Is Charles Hodge Also Among the Gnostics?



This post is about Charles Hodge, but I must begin by giving some background. In my article “Finney and the ‘New Measures’”, I shared some of the strange practices that entered into the America church in the mid 19th century. In short, subjective experience replaced Church as the nexus of Protestant religion, giving rise to the popular Gnostic notion that “Christianity is a relationship not a religion” (a notion I respond to HERE).

This point was not lost on Philip Schaff, who expressed concern that the popular revivalism of his day (discussed under the rubric of Methodism), was replacing objective means of grace such as the sacraments with “subjective means and exciting impressions”. When describing revivalism (discussed under the rubric of Methodism) for his native German audience, he said

“In worship, Methodism is not satisfied with the usual divinely ordained means of grace. It really little understands the use of the Sacraments, though it adheres traditionally to infant baptism, and four times a year celebrates the Lord’s Supper, as a simple commemoration. It has far more confidence in subjective means and exciting impressions, than in the more quiet and unobserved but surer work of the old church system of educational religion.”

It was this “unchurchly” strain of the revivalist movement that formed the staple of the John Williamson Nevin’s devastating critique, The Anxious Bench. Written in 1843, the same year he was joined at Mercersburg by Philip Schaff, Nevin hoped the book would halt the influx of the New Measures into the German Reformed Church, into which he converted upon his arrival at the seminary.
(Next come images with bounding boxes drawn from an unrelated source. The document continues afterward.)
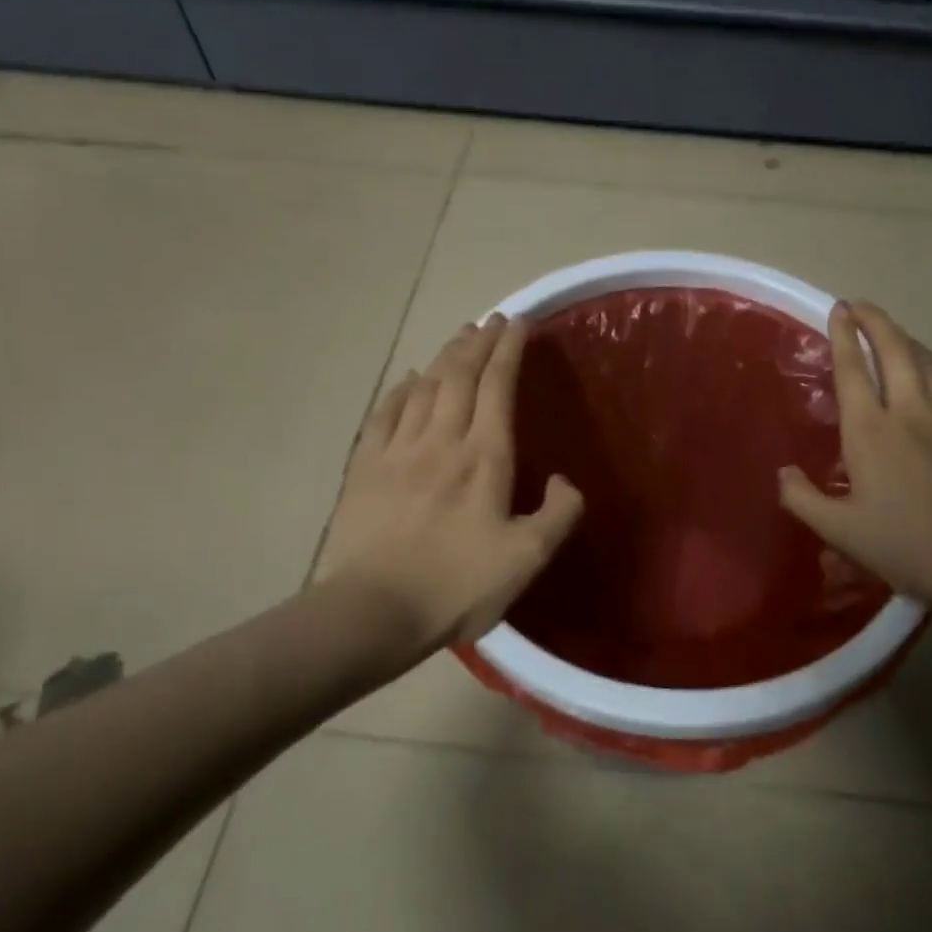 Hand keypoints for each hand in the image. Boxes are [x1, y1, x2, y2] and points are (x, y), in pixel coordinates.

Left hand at [316, 315, 583, 649]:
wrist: (373, 610)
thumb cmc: (457, 586)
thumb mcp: (527, 559)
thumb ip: (558, 515)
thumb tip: (566, 481)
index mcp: (485, 458)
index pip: (498, 386)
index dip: (509, 349)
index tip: (519, 322)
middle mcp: (441, 440)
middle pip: (460, 375)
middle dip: (479, 342)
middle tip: (491, 320)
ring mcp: (398, 451)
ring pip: (423, 387)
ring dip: (444, 357)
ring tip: (459, 337)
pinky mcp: (365, 468)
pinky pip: (385, 414)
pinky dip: (400, 389)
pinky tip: (407, 379)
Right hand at [778, 300, 931, 607]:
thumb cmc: (908, 543)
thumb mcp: (841, 531)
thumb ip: (803, 499)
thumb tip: (783, 472)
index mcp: (871, 431)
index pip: (853, 370)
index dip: (843, 336)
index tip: (839, 310)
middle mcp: (911, 410)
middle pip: (895, 350)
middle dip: (876, 322)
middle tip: (861, 306)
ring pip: (928, 361)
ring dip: (907, 340)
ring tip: (894, 333) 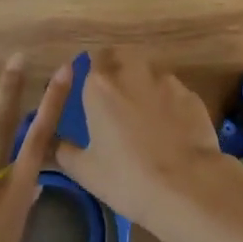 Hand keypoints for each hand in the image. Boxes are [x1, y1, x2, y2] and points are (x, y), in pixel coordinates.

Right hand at [55, 48, 242, 241]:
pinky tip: (170, 128)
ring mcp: (166, 80)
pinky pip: (173, 91)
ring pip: (150, 72)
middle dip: (117, 68)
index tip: (92, 90)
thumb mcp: (85, 170)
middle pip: (122, 56)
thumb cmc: (127, 178)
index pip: (92, 59)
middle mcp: (132, 72)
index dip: (93, 72)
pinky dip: (168, 102)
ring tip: (145, 115)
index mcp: (100, 85)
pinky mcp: (190, 94)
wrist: (186, 185)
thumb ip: (63, 150)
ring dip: (144, 84)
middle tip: (116, 97)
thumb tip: (52, 143) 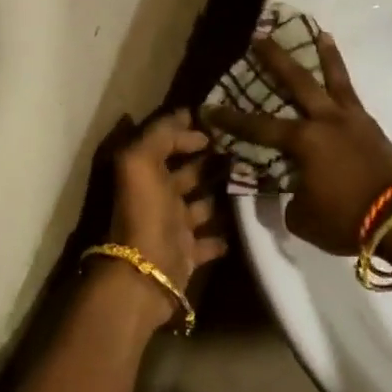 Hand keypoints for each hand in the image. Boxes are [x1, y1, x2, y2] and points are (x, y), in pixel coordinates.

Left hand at [94, 110, 226, 324]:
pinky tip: (242, 224)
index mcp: (144, 173)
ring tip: (250, 181)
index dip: (187, 132)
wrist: (143, 276)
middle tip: (244, 150)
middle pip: (186, 174)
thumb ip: (160, 133)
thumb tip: (185, 114)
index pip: (166, 143)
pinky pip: (208, 242)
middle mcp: (157, 198)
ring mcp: (172, 228)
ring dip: (220, 195)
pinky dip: (222, 235)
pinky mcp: (187, 255)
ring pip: (200, 205)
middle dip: (209, 162)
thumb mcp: (141, 161)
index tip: (219, 125)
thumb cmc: (144, 213)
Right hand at [202, 34, 391, 255]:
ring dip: (325, 55)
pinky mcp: (373, 128)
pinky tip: (341, 83)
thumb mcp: (304, 217)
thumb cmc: (346, 219)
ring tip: (320, 33)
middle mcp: (326, 120)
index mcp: (304, 141)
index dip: (232, 119)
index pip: (259, 127)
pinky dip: (344, 84)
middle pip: (298, 81)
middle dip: (276, 59)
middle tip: (261, 37)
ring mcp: (353, 121)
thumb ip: (292, 197)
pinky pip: (353, 97)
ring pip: (336, 79)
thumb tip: (295, 188)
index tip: (210, 107) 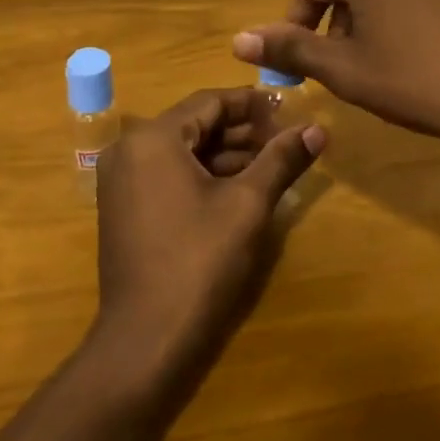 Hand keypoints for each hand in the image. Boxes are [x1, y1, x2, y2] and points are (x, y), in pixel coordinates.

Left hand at [91, 88, 324, 386]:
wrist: (147, 338)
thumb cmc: (199, 261)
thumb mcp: (247, 205)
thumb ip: (281, 159)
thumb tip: (317, 129)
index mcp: (153, 138)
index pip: (209, 101)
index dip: (252, 103)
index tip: (289, 108)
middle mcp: (129, 150)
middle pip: (195, 125)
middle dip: (243, 131)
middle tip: (287, 138)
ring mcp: (122, 180)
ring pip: (183, 152)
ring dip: (227, 155)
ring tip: (274, 163)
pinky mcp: (125, 208)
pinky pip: (169, 174)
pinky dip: (204, 175)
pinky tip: (242, 187)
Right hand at [231, 0, 439, 168]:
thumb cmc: (417, 81)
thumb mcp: (346, 70)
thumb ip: (291, 49)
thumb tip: (239, 40)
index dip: (296, 20)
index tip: (298, 59)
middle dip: (337, 21)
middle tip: (343, 68)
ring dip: (372, 18)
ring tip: (381, 65)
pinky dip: (408, 15)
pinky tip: (422, 56)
Instead of merely focusing on the more obvious defects and symptoms of the New Measures, The Anxious Bench attempted to critique the theological orientation implicit in these innovations. This orientation, he argued, was one in which the ongoing, corporate life of the objective church was displaced by the sudden spiritual excitements of the subjective individual:
“All is made to hang methodistically on sudden and violent experiences, belonging to the individual separately taken, and holding little or no connection with his relations to the Church previously...”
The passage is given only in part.